◆ **What the exercise asks**
Filter the entries below, keeping only lines with the word "Georgetown".

★ ★ ★

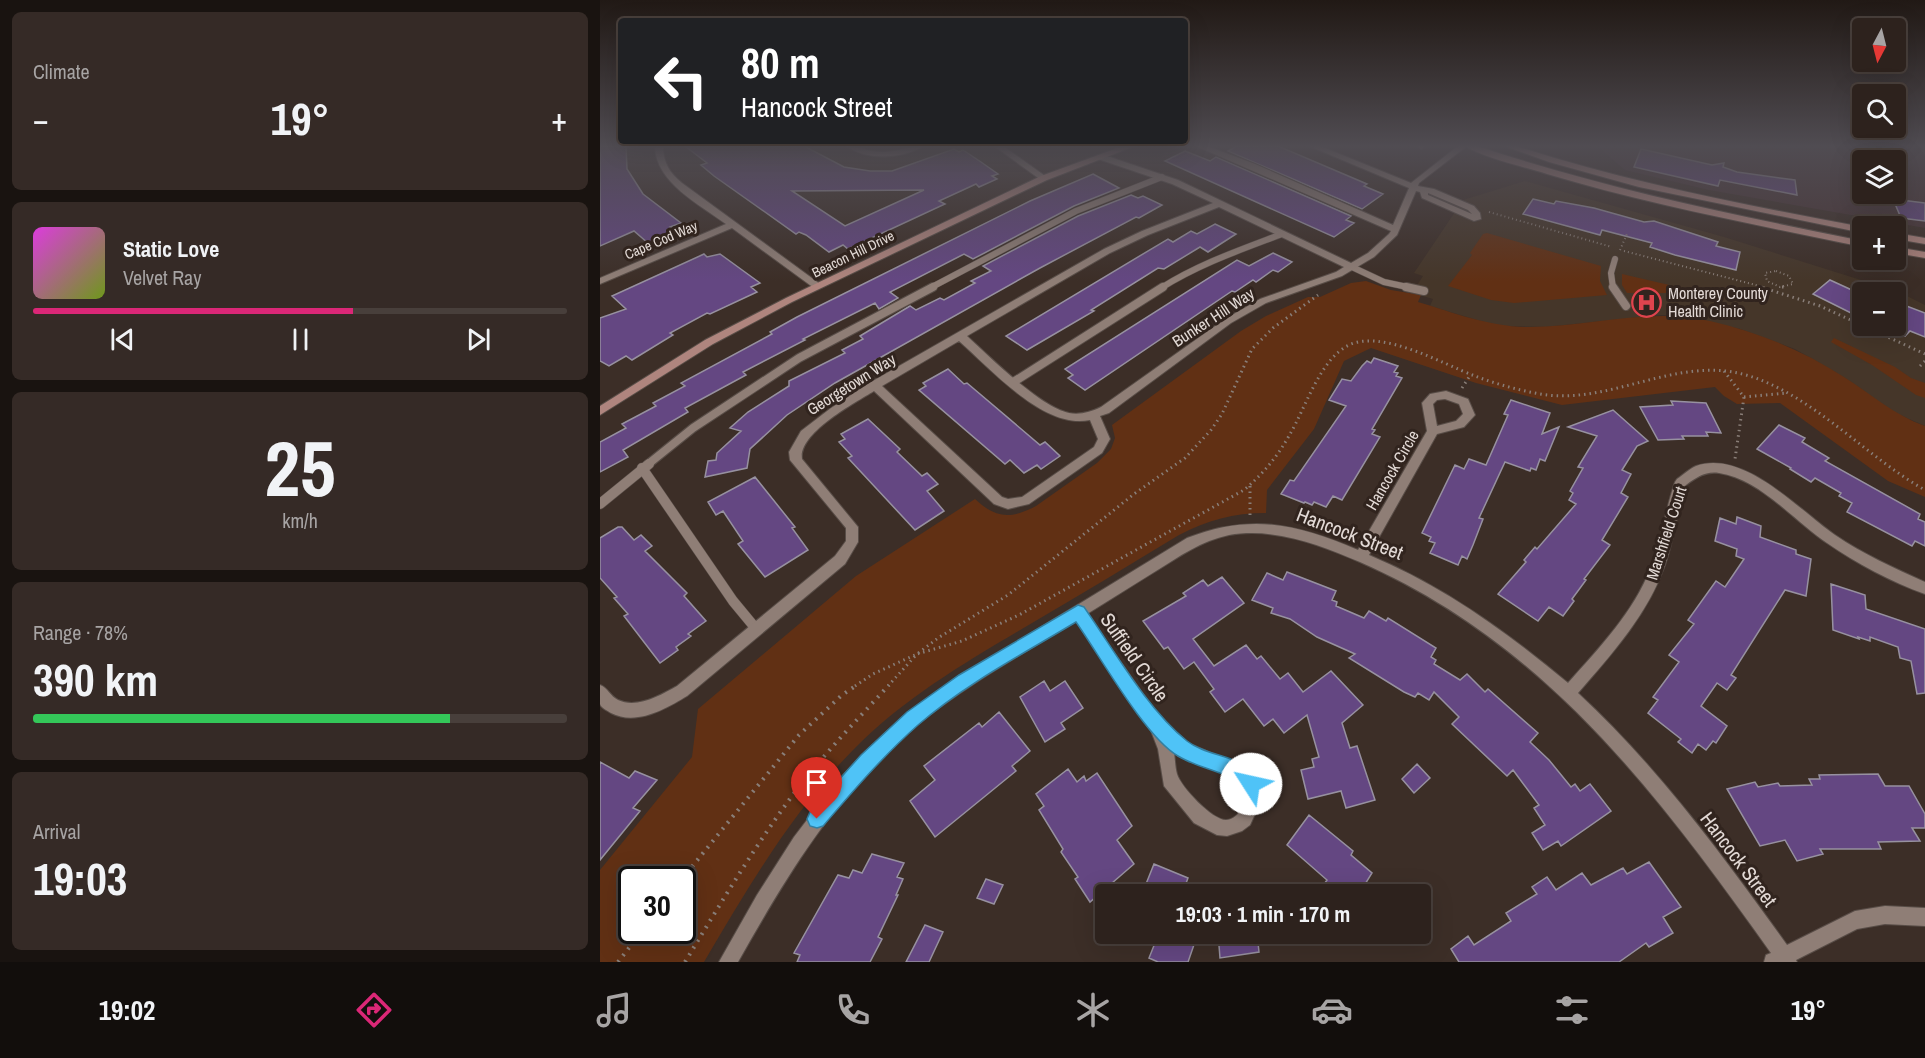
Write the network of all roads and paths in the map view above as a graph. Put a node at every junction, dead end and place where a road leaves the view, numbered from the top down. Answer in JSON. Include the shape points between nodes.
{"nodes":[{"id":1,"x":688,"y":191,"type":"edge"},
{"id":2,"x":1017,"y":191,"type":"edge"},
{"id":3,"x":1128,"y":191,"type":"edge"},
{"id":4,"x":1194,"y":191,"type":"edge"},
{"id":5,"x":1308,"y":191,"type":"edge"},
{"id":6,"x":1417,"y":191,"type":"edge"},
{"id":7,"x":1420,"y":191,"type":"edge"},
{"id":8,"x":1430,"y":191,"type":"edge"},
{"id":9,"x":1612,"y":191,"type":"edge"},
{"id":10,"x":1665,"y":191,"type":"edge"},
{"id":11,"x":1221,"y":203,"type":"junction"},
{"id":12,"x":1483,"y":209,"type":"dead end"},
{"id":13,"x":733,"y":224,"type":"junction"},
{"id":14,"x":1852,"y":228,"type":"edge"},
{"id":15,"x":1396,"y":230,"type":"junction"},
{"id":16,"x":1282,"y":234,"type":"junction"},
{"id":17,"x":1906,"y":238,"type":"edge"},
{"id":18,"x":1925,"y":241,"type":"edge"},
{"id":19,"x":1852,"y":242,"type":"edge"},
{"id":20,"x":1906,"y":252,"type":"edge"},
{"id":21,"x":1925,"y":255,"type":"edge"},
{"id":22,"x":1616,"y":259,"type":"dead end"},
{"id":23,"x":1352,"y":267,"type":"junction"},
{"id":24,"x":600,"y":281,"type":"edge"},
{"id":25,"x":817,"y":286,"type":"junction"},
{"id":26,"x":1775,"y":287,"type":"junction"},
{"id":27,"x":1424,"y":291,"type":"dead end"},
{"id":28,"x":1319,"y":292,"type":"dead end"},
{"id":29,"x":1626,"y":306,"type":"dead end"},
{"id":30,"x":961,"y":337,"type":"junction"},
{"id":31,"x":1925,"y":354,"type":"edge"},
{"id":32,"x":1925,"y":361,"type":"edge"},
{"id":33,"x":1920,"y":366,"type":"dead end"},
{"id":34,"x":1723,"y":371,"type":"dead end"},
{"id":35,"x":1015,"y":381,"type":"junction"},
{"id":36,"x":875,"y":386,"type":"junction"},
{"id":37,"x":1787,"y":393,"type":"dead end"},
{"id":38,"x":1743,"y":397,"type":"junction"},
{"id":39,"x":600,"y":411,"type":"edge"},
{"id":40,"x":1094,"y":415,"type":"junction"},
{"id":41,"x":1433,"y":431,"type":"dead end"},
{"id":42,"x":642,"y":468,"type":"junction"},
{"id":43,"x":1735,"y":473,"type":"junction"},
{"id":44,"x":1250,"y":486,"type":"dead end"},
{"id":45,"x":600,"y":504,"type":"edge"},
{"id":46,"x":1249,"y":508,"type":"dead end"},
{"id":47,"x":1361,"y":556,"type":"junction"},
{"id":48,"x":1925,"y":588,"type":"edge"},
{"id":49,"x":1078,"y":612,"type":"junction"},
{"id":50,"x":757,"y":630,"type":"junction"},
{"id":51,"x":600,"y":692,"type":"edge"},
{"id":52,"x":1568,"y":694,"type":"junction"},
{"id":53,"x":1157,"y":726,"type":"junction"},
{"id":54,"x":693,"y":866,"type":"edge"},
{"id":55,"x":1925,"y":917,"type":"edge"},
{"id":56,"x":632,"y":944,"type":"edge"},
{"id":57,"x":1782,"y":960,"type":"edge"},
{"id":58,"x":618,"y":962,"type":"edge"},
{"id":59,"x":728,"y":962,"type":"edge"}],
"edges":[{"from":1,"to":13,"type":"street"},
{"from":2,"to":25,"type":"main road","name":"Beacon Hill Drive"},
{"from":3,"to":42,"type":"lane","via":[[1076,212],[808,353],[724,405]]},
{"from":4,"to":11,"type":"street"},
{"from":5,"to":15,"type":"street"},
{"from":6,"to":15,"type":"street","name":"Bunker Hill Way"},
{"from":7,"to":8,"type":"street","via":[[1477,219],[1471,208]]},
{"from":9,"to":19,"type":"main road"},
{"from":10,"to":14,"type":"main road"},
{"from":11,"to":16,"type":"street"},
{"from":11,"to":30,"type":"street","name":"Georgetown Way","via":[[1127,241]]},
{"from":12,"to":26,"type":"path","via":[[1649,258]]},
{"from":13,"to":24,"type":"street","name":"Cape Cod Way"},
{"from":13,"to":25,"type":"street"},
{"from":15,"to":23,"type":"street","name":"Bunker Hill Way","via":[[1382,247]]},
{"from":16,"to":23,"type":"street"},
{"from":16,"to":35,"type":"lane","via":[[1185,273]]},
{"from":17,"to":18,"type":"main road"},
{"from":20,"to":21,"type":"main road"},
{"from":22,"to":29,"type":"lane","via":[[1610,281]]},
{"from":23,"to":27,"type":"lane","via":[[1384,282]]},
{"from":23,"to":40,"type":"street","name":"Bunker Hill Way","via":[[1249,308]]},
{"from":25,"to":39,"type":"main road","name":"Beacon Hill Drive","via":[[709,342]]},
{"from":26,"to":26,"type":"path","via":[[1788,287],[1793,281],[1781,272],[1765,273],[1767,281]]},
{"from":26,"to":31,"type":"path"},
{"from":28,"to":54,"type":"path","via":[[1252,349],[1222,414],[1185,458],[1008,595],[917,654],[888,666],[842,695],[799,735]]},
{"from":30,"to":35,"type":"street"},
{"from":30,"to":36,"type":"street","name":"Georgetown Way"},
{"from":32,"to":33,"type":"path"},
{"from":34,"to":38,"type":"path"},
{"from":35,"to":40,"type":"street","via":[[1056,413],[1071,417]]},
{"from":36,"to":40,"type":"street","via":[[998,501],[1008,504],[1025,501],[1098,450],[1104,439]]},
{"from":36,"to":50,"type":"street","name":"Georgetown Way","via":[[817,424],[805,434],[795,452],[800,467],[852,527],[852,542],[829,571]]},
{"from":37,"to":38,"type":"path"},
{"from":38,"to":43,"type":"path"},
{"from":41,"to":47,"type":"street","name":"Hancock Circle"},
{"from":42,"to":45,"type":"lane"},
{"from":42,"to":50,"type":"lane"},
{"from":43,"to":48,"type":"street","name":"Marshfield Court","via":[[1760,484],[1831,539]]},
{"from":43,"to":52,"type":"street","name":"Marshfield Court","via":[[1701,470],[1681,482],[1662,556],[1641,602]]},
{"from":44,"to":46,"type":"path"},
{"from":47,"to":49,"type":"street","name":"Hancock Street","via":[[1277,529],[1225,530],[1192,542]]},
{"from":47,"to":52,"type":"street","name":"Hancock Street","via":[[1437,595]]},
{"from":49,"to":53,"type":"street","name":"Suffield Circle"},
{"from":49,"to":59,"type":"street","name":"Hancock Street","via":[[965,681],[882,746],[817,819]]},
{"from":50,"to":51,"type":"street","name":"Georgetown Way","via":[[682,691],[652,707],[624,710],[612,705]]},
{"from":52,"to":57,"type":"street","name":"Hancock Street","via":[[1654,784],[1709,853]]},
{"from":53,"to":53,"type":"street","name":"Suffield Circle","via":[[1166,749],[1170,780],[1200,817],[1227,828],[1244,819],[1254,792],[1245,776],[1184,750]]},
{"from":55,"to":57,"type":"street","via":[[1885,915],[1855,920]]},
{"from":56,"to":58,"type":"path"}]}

★ ★ ★

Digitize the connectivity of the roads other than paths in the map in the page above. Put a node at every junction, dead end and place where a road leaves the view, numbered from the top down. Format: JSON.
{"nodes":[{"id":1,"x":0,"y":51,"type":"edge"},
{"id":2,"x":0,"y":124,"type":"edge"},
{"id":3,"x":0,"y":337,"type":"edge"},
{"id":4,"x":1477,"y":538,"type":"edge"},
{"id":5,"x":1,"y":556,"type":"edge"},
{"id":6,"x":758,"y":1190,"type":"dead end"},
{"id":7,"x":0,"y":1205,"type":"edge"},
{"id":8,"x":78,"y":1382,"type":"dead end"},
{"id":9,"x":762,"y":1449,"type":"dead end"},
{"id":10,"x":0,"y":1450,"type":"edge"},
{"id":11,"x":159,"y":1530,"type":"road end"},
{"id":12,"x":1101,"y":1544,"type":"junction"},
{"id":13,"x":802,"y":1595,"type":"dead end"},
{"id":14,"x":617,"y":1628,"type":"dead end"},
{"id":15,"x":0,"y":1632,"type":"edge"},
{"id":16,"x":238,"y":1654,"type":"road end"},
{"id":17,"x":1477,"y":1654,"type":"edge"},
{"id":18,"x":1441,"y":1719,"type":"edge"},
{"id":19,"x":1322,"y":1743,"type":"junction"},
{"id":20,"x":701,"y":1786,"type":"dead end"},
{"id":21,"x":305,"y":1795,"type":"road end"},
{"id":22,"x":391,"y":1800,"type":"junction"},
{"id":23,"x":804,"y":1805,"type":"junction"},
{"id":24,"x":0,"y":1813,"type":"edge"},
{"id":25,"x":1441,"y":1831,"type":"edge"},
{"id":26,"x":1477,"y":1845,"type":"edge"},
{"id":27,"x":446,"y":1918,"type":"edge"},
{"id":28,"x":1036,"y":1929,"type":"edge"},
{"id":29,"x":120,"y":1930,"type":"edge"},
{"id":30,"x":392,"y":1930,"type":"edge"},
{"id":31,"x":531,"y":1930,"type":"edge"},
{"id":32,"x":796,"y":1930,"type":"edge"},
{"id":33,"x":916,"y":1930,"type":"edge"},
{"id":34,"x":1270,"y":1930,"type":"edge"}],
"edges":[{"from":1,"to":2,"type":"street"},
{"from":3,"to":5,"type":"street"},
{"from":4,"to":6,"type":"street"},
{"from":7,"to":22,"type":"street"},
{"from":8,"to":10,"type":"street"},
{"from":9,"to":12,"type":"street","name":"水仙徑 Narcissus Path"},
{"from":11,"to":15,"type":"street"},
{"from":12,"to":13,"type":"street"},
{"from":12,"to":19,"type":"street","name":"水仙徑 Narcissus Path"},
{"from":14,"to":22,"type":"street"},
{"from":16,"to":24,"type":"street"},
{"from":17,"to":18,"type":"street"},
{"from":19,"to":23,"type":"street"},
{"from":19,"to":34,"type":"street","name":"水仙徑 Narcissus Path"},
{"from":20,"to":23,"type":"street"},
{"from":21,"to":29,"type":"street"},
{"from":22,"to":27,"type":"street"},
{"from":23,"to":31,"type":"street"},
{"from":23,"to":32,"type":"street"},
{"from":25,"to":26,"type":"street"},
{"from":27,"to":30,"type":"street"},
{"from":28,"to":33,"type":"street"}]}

★ ★ ★

◆ **The completed task**
{"from":11,"to":30,"type":"street","name":"Georgetown Way","via":[[1127,241]]},
{"from":30,"to":36,"type":"street","name":"Georgetown Way"},
{"from":36,"to":50,"type":"street","name":"Georgetown Way","via":[[817,424],[805,434],[795,452],[800,467],[852,527],[852,542],[829,571]]},
{"from":50,"to":51,"type":"street","name":"Georgetown Way","via":[[682,691],[652,707],[624,710],[612,705]]},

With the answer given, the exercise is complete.